In Willie’s defense, he didn’t mean to show up his brother. He didn’t want to be in London, but he didn’t have much of a choice. Four years of fighting had made him tired and fragile. The Confederate Army had given him an extended furlough, ostensibly so he could rest and relax in his mother’s care, but also so he could deliver secret messages to Confederate agents in Liverpool. By the time he arrived in April 1865, the war was over. Willie was a heartbroken widower, scarred by war, stranded in a foreign country with no home to return to and no means of support.
He wasn’t alone, either.
London was full of Confederate expatriates trying to figure out what to do next. Some emigrated to Central and South America to forge new lives there. Some settled permanently in Great Britain, while others bummed around the Continent waiting for the United States to declare a general amnesty.
Many of these ex-Confederates were in dire financial straits. Alas, they had only one marketable skill — fighting — so they became soldiers of fortune, looking for a new cause to fight for.
Spain gave them one.
South Americans To Be Helped
Spain was not having a great century. First Napoleon conquered them in six short weeks. Then they lost most of their colonies in less than a decade. By mid-century the country had rebounded a bit, but was still looking for ways to get its mojo back.
In 1862 the Spanish Navy sent a scientific expedition to South America — one that consisted of four top-of-the-line warships commanded by Admiral Luis Hernández-Pinzón Álvarez. It was an open secret that the expedition’s real purpose was to intimidate former colonies into rejoining the empire.
It didn’t work.
The expedition received a tepid reception in Uruguay and Argentina. All of the diplomatic niceties were observed, state dinners and dances and whatnot, but it was made very clear to the Spanish that their former colonies had no intention of returning to the fold.
They got much the same reception in Chile. When the subtle hints that they weren’t welcome weren’t picked up, Chilean diplomates bluntly told their visitors that “their absence was far more desired than their presence.”
The reception they received in Peru was downright frosty. The Peruvians had good reason to be hostile: Spain had never officially recognized Peruvian independence, and Spanish filibusteros had attempted to take over on numerous occasions. Even so, the Peruvian government did their best to be polite to their unwanted visitors.

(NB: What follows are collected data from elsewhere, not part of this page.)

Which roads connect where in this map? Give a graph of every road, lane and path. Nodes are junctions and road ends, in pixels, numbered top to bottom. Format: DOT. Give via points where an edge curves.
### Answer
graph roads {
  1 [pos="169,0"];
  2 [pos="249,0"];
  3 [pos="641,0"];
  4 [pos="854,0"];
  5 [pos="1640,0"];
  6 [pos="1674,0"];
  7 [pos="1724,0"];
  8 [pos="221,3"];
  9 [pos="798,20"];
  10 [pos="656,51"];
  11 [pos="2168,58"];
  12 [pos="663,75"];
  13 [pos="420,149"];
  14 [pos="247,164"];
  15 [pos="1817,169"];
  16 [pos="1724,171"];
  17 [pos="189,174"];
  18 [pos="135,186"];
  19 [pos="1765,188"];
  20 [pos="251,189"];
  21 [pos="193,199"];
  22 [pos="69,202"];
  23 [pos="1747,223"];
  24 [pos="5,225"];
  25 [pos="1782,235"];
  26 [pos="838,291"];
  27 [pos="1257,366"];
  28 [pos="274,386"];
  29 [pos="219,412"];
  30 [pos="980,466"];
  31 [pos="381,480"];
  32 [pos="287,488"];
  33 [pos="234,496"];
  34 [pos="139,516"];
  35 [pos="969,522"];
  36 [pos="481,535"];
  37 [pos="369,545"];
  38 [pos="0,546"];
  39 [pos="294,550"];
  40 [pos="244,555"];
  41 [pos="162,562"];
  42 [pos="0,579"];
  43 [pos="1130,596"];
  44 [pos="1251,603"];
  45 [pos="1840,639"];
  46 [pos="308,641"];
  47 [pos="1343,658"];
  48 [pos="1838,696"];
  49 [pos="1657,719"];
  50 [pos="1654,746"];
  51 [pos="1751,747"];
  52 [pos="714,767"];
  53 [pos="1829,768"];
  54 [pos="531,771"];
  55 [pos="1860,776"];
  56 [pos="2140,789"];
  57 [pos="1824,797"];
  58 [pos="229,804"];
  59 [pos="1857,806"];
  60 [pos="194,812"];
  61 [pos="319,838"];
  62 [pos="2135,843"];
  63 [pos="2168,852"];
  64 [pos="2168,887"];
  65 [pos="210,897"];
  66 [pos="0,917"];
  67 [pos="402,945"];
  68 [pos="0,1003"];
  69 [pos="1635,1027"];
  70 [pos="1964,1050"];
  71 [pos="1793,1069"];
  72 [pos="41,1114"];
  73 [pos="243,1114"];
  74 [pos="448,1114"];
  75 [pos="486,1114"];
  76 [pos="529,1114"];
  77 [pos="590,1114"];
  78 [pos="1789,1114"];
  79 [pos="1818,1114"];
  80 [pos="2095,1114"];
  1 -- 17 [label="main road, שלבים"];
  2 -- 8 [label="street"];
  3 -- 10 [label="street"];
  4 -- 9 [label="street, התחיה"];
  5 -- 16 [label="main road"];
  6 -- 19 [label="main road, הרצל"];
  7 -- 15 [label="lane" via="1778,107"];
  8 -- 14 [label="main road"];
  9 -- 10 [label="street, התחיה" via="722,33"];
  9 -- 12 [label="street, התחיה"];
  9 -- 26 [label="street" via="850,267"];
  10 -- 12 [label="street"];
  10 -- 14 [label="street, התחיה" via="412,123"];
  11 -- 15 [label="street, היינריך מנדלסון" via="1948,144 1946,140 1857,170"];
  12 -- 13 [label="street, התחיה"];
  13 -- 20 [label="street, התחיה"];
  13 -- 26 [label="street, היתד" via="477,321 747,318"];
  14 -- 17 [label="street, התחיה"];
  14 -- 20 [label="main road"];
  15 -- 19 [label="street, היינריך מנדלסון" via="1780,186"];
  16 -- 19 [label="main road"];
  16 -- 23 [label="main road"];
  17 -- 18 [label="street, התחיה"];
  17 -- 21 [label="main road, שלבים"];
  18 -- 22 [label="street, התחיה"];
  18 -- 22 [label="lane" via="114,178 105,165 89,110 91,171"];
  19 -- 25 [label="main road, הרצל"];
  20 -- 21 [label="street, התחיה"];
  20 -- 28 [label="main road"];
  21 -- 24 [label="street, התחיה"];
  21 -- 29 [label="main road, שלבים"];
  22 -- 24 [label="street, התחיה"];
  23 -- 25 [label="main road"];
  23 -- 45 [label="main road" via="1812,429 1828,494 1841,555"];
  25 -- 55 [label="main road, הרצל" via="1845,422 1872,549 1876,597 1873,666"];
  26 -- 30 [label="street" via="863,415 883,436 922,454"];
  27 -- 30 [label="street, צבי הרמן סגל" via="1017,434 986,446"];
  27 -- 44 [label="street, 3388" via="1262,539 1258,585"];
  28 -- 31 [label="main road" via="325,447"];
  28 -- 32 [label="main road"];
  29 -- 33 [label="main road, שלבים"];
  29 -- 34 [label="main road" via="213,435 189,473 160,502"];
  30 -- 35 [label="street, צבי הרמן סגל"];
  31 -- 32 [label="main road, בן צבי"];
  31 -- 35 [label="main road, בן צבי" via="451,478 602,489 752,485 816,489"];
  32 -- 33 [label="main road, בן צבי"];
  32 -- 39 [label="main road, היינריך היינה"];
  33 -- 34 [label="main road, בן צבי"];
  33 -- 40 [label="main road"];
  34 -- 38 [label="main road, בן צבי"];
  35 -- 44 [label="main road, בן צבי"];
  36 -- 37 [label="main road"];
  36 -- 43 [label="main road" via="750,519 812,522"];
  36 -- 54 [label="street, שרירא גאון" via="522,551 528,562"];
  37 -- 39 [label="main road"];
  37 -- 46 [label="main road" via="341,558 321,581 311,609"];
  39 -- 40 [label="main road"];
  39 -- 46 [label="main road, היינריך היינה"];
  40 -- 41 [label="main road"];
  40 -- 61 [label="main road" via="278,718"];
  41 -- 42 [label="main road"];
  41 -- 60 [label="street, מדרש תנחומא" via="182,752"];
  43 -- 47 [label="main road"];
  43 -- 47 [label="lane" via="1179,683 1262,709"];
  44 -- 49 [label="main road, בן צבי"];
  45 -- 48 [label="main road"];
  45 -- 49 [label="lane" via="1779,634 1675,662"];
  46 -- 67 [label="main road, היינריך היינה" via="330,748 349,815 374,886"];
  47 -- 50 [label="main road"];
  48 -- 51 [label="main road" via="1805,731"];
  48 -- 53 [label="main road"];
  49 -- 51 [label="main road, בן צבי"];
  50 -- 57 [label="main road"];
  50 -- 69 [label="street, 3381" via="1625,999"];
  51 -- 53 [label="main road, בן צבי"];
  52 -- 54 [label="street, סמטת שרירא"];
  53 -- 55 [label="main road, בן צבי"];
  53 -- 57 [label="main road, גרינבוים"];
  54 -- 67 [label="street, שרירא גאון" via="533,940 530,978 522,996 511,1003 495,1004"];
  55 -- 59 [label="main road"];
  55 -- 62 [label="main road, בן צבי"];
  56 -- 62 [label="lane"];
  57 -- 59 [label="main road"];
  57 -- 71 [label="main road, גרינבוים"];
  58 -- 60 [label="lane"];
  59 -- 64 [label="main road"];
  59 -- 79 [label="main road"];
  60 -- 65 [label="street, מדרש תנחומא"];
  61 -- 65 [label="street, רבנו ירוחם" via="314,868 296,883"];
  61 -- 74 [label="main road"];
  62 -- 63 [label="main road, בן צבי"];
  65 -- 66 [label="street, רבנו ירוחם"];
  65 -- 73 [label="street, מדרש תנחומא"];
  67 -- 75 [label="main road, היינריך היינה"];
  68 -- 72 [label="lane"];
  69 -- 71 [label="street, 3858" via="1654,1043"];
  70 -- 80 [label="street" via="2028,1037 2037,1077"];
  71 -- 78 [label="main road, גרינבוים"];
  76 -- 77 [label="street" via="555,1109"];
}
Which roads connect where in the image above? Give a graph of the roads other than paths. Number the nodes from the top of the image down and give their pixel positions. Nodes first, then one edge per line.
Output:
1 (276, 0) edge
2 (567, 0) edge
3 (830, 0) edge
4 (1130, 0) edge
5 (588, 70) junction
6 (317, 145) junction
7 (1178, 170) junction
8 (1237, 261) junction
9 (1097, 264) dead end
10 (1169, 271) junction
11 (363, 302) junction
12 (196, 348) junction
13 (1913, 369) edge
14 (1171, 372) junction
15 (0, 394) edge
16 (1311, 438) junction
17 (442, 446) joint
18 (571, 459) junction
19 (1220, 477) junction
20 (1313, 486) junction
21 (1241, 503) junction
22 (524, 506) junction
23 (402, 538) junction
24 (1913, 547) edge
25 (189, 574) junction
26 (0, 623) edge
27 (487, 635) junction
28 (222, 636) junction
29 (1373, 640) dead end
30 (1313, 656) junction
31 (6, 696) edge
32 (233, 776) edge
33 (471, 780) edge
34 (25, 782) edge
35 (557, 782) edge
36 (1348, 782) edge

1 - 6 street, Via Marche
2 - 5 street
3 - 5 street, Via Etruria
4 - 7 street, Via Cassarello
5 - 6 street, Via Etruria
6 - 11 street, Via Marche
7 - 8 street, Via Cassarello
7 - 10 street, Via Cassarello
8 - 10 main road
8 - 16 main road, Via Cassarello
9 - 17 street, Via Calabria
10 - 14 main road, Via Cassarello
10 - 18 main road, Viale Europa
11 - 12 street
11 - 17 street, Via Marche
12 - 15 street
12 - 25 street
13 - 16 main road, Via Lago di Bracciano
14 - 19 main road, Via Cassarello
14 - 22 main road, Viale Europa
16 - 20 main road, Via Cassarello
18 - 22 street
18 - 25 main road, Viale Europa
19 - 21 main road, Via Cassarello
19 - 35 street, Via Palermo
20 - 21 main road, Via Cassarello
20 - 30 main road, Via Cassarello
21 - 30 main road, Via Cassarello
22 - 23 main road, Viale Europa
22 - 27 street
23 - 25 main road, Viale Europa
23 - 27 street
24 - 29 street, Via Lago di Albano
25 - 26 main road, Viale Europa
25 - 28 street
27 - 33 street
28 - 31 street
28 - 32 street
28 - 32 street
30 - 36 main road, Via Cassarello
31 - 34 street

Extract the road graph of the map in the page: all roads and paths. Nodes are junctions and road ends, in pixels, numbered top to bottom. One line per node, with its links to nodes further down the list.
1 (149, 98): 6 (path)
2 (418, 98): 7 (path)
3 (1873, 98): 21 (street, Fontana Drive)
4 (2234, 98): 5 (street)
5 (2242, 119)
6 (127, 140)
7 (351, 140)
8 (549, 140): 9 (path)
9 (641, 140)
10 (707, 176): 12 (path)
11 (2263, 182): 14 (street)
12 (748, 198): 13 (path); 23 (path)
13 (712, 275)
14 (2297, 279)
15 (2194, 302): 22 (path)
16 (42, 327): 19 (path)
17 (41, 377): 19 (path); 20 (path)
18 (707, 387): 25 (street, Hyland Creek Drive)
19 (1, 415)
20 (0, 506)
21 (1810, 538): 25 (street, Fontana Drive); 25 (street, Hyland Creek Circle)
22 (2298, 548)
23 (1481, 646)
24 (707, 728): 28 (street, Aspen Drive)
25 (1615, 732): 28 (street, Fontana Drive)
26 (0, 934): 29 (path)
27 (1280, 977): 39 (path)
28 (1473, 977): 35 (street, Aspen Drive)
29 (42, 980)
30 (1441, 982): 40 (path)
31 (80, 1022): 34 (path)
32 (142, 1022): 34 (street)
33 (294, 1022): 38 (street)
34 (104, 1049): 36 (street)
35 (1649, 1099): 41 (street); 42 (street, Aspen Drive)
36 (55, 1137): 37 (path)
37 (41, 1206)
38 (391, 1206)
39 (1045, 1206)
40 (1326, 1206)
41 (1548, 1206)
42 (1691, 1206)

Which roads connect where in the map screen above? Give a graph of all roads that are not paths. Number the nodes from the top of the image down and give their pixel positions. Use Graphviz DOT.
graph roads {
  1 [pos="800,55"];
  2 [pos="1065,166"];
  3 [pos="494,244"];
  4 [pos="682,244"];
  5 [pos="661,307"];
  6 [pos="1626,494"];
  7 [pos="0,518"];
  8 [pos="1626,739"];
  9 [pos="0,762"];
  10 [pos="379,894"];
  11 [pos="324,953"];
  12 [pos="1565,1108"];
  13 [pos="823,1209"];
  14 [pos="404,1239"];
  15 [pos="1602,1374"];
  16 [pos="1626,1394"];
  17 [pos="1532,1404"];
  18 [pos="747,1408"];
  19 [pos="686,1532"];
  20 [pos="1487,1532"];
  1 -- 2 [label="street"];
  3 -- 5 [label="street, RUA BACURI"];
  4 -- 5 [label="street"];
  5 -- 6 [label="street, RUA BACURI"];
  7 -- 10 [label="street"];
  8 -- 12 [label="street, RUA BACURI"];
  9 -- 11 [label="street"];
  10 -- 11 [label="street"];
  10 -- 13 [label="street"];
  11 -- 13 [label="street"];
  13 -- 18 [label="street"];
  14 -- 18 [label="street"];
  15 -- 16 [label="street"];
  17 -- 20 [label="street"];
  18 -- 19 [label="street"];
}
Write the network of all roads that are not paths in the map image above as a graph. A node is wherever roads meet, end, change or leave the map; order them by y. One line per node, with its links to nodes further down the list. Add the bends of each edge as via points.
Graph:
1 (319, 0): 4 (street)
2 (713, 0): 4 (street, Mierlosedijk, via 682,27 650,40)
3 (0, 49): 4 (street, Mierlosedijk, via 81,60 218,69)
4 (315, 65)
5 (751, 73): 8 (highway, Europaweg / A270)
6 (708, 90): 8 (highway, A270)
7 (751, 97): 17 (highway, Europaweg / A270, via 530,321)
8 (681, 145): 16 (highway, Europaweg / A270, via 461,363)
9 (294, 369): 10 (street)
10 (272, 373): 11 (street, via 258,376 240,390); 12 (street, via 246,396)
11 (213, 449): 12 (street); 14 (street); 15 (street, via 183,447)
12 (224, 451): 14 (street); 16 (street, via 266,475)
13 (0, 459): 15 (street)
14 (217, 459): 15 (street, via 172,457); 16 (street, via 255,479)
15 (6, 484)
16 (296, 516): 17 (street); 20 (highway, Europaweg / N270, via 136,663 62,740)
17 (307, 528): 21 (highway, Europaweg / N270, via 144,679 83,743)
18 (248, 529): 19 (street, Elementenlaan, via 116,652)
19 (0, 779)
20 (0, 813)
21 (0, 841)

The Peruvian people were less tactful. The presence of the expedition triggered anti-colonial riots in the northern district of Talambo. Several Spanish nationals incurred losses during the riots and bent the ear of Admiral Pinzón, who passed their demands for reparations along to the Peruvian government, which curtly responded that this was an internal affair and that the Spanish should butt out.
The Spanish responded by sending diplomat Eusebio de Salazar y Mazarredo to Chile. It’s unclear whether this was an attempt to escalate or deescalate the conflict. Salazar’s official title was “royal commisary,” a type of colonial administrator, which implied that the Spanish still considered Peru to be a colony. The angry Peruvians understandably refused to deal with the commissary at all.
In April 1864 Salazar unilaterally decided that Spain would get its reparations the hard way. He ordered Admiral Pinzón to blockade Peruvian ports and seize the nearby Chincha Islands in Pisco Bay. They were uninhabited rocks — but they were also covered with thousands of years of bird poop and a key part of Peru’s increasingly guano-based economy. In the previous year the nitrogen harvested from the islands was responsible for 60% of Peru’s gross domestic product.
Peru objected, and it soon became clear that Salazar had acted without prior authorization, or possibly as part of a secret conspiracy to provoke a war. Admiral Pinzón tried to smooth things over by returning a Peruvian warship he had seized; alas, during the handover he failed to raise or salute the Peruvian flag which was construed as a deliberate insult.
The Peruvians had right on their side, but the Spanish blockade crippled their ability to fight back. President Juan Antonio Pezet Rodriguez Piedra caved in February 1865 and agreed to pay reparations for the Talambo incident and reimburse the Spanish for the expense of occupying the Chincha Islands.
Of course, once the terms of the treaty were revealed to the Peruvian public, a popular uprising overthrew the Pezet government and the Chincha Islands War was back on. The conflict also spread to include the neighboring nations of Ecuador, Bolivia, and Chile.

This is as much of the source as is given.